In English there is a way of expressing your feeling about experiencing within your lifetime things that are beyond your imagination. You can say, “I never thought I’d LIVE TO SEE THE DAY when…” Is Jesus saying that it is possible for people to experience the kingdom of God within their lifetime?
In the context of the new tension that is now brewing between China and Taiwan after the recent visit of Senator Nancy Pelosi in Taiwan, we cannot but start fearing the possibility of another global conflict erupting. A conflict that can get us involved, given the fact that we’re a next-door neighbor of Taiwan, and China has already set up some military installations in the West Philippine Sea.
Will China do to Taiwan what Russia has not yet finished doing to Ukraine in Eastern Europe? Will the United States drag its allies in Asia to an armed confrontation with China? These are scary times, to say the least.
Each time something like this is happening, the dream of a global peace as prophesied by Isaiah is becoming more volatile. In Isaiah 2:4, the prophet foretells a time of peace, when nations “shall beat their swords into plowshares and their spears into pruning hooks.” He says when that time comes, “One nation shall not raise the sword against another anymore, nor shall they train for war ever again.”
What we are seeing seems to be the opposite. And since we know that war is what the arms industries need most in order to promote their lucrative business, it will mean governments will be pressured again to allot bigger budgets for military defense. It will mean nations relying more on weapons for their national security than diplomacy, dialogue and peaceful negotiations. It will mean larger nations asserting their supremacy again on the basis of the “MIGHT IS RIGHT” principle. It will mean starting all over again since the last trauma of a world war that had already forced us to come up with international rules and policies in order to consciously avoid war. It’s like going back to square one just when we have started to behave as a civilized community of nations, mutually respectful of the sovereignty of every fellow nation big or small.
Our first reading is actually predicting a good news, the coming of peace for Judah. Sadly, that peace came only for a very brief time. They were saved from invasion by the Assyrians but were later invaded again by the Babylonians. Jerusalem, which had been destroyed by the Babylonians would be destroyed again by the Romans. The holy city of Jerusalem, Yerushalaim in Hebrew, which means City of Peace, is a city that has not known peace for a long time. It is the city where Jesus had been violently executed on the cross.

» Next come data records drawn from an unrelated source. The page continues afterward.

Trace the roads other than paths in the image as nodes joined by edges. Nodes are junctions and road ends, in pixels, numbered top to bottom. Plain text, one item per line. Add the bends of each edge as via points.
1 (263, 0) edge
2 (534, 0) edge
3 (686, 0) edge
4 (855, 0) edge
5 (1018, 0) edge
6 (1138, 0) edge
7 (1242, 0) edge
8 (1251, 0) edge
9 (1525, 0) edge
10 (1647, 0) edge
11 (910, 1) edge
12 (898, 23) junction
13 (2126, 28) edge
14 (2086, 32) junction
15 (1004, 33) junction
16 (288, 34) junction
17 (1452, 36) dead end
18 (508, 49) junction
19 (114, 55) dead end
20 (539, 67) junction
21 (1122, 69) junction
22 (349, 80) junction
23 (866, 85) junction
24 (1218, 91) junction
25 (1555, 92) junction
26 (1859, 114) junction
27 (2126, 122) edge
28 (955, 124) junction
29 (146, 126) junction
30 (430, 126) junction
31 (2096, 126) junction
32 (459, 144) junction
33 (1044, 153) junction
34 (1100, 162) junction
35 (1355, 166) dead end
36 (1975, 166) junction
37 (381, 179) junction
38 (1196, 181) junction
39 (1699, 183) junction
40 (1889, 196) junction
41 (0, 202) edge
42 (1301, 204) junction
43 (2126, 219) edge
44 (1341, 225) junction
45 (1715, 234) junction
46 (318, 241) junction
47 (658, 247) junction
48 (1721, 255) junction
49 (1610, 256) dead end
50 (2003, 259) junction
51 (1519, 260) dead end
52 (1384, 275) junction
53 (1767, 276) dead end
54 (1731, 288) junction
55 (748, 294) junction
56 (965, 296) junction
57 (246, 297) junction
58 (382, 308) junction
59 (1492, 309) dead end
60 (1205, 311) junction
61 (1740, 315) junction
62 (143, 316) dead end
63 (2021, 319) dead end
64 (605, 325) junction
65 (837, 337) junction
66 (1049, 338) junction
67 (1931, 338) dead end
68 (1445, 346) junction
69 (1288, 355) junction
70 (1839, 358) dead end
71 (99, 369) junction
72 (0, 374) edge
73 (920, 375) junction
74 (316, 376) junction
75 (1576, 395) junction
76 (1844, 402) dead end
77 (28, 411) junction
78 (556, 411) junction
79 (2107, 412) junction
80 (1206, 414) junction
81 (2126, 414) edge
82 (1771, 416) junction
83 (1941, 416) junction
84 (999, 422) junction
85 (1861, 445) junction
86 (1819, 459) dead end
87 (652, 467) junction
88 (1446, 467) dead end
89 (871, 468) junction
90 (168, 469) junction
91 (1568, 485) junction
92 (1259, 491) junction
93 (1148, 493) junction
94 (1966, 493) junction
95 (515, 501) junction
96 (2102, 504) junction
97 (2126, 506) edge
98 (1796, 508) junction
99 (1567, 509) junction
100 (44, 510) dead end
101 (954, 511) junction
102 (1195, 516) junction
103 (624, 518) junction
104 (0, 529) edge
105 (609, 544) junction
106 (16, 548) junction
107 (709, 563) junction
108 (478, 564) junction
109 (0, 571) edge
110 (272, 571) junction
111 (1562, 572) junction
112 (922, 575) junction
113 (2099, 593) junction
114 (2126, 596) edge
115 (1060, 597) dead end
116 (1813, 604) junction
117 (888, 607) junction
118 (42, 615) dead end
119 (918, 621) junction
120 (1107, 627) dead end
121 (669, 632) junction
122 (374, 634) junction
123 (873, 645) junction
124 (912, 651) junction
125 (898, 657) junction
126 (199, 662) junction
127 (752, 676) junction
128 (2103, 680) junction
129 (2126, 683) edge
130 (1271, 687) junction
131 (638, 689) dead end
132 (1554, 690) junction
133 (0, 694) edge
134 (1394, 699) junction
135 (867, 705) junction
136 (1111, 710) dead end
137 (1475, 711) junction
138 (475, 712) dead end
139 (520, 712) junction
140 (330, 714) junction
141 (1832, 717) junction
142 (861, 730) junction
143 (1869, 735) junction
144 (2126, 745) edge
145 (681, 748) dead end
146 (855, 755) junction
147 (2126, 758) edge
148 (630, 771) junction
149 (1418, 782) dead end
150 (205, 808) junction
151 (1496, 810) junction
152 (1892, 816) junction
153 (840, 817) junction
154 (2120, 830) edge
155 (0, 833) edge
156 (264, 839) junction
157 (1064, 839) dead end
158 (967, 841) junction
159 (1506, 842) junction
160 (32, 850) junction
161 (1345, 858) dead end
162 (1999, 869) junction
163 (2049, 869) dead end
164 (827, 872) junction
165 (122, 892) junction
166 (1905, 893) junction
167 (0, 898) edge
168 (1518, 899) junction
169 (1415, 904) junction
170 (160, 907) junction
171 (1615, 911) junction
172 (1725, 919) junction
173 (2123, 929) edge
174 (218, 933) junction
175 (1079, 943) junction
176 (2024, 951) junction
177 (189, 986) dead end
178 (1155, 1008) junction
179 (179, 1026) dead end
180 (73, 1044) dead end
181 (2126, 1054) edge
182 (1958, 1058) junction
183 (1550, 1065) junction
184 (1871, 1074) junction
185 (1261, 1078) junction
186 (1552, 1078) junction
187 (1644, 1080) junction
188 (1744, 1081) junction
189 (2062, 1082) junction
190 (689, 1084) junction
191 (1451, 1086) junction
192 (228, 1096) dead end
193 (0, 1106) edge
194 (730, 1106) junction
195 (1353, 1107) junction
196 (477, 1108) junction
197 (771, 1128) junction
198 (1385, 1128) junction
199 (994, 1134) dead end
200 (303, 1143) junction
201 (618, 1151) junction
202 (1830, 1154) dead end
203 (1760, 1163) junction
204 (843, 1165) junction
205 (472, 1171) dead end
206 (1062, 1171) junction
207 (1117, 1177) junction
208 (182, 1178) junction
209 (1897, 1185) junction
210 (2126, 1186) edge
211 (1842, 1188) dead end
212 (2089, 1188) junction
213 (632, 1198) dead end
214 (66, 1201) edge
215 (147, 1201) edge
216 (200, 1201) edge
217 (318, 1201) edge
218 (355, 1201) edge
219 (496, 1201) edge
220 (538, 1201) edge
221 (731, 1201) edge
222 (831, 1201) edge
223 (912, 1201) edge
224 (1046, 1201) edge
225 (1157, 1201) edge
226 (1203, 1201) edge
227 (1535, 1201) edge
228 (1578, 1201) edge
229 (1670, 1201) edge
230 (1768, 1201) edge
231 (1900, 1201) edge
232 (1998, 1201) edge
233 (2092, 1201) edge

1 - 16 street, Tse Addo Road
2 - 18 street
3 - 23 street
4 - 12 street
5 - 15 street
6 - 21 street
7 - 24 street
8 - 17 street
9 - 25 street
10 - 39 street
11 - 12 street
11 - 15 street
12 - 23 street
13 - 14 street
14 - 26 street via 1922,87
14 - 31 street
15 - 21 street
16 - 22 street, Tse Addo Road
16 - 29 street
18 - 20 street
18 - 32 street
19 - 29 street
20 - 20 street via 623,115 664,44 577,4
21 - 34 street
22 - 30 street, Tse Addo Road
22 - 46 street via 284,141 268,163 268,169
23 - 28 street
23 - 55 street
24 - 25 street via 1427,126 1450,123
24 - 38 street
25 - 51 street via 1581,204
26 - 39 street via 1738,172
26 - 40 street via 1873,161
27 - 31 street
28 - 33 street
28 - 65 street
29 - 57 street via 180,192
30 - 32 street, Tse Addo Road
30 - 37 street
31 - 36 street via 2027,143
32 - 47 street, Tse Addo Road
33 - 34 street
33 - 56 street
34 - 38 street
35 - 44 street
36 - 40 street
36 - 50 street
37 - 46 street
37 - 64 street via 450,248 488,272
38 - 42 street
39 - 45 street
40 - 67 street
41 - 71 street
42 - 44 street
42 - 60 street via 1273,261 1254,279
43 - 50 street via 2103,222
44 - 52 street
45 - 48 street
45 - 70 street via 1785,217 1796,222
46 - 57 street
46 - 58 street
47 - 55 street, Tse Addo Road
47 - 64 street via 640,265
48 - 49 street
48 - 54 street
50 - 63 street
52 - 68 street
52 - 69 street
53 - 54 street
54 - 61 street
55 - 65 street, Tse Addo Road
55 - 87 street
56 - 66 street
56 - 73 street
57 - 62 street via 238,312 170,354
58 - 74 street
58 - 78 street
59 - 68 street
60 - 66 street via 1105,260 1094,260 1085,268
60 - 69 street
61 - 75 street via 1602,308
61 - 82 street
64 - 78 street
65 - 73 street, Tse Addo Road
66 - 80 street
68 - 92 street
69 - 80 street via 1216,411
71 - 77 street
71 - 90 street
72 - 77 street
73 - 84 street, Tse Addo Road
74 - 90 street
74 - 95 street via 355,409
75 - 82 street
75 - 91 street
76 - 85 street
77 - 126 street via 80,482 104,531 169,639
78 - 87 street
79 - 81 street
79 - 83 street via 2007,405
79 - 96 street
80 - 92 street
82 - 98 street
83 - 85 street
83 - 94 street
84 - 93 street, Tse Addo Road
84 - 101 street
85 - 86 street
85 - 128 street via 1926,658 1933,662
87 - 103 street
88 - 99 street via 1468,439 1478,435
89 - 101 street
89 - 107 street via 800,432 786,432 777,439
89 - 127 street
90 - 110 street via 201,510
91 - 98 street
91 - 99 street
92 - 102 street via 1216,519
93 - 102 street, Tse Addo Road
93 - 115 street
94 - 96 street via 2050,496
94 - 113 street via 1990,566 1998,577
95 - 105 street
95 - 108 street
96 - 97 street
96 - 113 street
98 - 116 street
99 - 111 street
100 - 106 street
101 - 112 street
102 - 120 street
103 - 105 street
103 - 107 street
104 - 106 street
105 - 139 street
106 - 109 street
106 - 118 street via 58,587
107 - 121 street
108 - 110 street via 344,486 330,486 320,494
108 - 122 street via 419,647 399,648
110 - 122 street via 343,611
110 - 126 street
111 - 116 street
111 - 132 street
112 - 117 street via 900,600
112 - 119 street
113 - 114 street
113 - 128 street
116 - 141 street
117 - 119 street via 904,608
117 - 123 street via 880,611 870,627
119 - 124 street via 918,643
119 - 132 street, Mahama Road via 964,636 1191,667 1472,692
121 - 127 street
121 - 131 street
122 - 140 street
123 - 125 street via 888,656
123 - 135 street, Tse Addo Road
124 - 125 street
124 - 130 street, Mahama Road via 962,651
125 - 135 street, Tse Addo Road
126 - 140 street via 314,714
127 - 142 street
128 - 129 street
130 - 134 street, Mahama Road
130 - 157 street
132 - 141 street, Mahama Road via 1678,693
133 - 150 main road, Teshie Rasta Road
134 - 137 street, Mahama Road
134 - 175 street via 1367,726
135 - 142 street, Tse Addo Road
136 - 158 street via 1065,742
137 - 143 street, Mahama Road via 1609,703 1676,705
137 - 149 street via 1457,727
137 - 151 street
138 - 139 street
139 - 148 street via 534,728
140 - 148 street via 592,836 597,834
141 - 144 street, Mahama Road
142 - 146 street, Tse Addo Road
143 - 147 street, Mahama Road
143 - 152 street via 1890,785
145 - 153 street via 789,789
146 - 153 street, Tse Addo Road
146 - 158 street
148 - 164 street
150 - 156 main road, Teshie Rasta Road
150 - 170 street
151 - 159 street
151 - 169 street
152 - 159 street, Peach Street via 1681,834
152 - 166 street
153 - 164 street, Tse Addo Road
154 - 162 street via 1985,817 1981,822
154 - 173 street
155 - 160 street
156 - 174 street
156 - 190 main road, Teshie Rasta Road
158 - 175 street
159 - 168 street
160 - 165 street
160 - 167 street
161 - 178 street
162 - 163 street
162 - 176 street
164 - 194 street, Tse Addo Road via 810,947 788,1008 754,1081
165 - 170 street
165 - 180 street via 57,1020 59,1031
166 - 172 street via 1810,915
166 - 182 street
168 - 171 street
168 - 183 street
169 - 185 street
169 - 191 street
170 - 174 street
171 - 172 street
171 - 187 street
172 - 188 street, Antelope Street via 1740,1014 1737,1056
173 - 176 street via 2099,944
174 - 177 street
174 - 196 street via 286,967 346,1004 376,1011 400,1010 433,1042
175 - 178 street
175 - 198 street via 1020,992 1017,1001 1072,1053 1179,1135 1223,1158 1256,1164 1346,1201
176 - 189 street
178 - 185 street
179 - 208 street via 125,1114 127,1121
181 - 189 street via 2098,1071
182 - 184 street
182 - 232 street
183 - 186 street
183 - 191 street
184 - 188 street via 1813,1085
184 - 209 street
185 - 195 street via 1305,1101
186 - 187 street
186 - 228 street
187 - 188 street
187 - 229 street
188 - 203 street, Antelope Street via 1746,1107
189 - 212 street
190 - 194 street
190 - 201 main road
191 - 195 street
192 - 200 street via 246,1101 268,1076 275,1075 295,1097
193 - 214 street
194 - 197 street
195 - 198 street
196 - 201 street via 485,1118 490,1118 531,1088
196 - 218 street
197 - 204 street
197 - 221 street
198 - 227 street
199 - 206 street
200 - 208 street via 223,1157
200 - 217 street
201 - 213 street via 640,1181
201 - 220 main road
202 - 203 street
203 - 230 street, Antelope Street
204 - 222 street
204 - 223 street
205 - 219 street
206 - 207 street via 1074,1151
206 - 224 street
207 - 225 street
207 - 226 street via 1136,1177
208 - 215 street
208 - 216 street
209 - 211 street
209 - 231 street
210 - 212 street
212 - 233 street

And it is Jesus who assures us that we do not have to wait for the end of the world to know peace, to experience God’s kingdom already present among us. For him the only kind of advocates who can really work for peace are not those who resort to violence, not those who rely on weapons, and certainly not those who are too eager to sacrifice others, especially the poor, on the altars of modern civilizations. It is rather those who have no other life to offer than their own, those who are ready to deny themselves, take up their cross and follow in the footsteps of the only one who can bring about lasting peace, the only one who can give us a foretaste of the kingdom of God.